Crunchyroll is facing serious claims of a possible data breach after reports suggest hackers may have accessed user information through a third party vendor.
Quick Summary – TLDR:
- Around 100GB of data may have been exposed in the alleged breach.
- Attack reportedly happened via outsourcing partner Telus Digital.
- Data could include emails, IP addresses, and credit card details.
- Crunchyroll has not officially confirmed the breach yet.
What Happened?
Reports from cybersecurity account International Cyber Digest claim that an attacker gained access to Crunchyroll’s systems through a third-party vendor. The breach is believed to have occurred on March 12 and lasted for about 24 hours before being contained.
🚨‼️ BREAKING: Crunchyroll breached through outsourcing partner in India.
— International Cyber Digest (@IntCyberDigest) March 22, 2026
A threat actor exfiltrated data from Crunchyroll’s ticketing system and also managed to pull 100 GB of personally identifiable customer analytics data.
We’ve analyzed sample data and it includes IP… pic.twitter.com/BcxGN1Y2Lv
Alleged Breach Linked to Third Party Vendor
The reported attack highlights a familiar cybersecurity issue where external partners become the weakest entry point. According to the claims, the attacker entered Crunchyroll’s internal systems through Telus Digital, an outsourcing partner that handles certain operations.
The initial access reportedly came from an employee system that was infected with malware. Once inside, the attacker is said to have moved laterally across systems and accessed internal tools, including the company’s ticketing system.
From there, a significant amount of data was allegedly extracted.
- Estimated data size: 100GB
- Type of data: Customer analytics and internal records
- Possible exposed information:
- Email addresses
- IP addresses
- Credit card details
Screenshots circulating online allegedly show samples of this data, although these claims have not been independently verified.
Telus Security Incident Adds More Context
The situation becomes more concerning due to a separate but related development involving Telus Digital. The company recently confirmed that it experienced a cybersecurity incident involving unauthorized access to its systems.
In an earlier statement, Telus said, “threat actors claimed to have stolen nearly 1 petabyte of data from the company in a multi-month breach.” The company also noted that it is actively investigating the incident and has taken steps to secure its systems.
Telus further stated that it has implemented additional security measures and is notifying affected customers where necessary. However, it has not publicly confirmed whether Crunchyroll was directly impacted as part of this broader incident.
Crunchyroll Yet to Confirm Breach
As of now, Crunchyroll has not officially acknowledged the alleged data breach. This leaves several important questions unanswered, including:
- The exact number of users affected.
- The full scope of the data accessed.
- Whether financial information was actually compromised.
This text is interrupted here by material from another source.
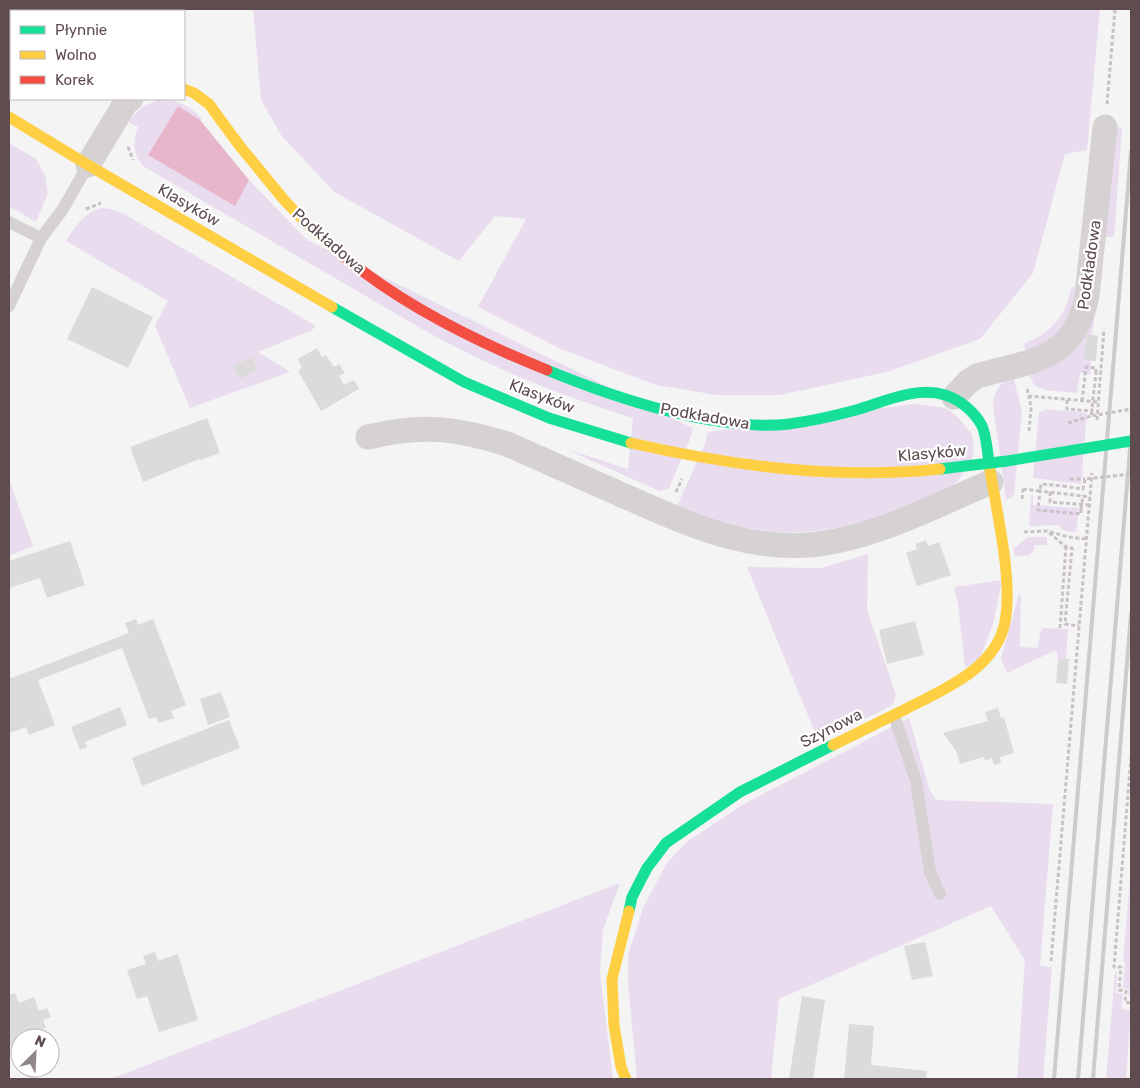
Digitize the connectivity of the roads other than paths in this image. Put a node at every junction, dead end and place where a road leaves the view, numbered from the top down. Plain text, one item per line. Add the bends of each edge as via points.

Until the company provides an official update, the current reports remain unverified but concerning.
What Users Should Do Now?
Even without confirmation, the nature of the claims suggests users should take precautionary steps, especially since streaming platforms handle sensitive personal and payment data.
Here are some immediate actions users can consider:
- Change your Crunchyroll password immediately.
- Enable two factor authentication if available.
- Monitor bank and card statements for unusual activity.
- Stay alert for phishing emails or suspicious messages.
These steps can help reduce the risk of potential misuse of personal data.
Growing Concern Around Third Party Risks
This incident once again highlights how third-party vendors can become critical vulnerabilities in modern digital systems. Even if a company has strong internal security, its overall safety is only as strong as its external partners.
The reported attack follows a common pattern seen in recent cyber incidents:
- Malware infection on a vendor system.
- Unauthorized access through that system.
- Movement into internal company networks.
- Extraction of sensitive data.
Such attacks are becoming more frequent as companies rely heavily on outsourcing and external services.
SQ Magazine Takeaway
I think this situation is a reminder that data security is no longer just about one company. It is about the entire chain of partners connected to it. Even if Crunchyroll did everything right internally, a weak link outside can still put millions of users at risk.
If these claims turn out to be true, it will be another strong example of why companies must take third party security as seriously as their own systems. For users, it is a good wake up call to stay cautious and proactive with personal data.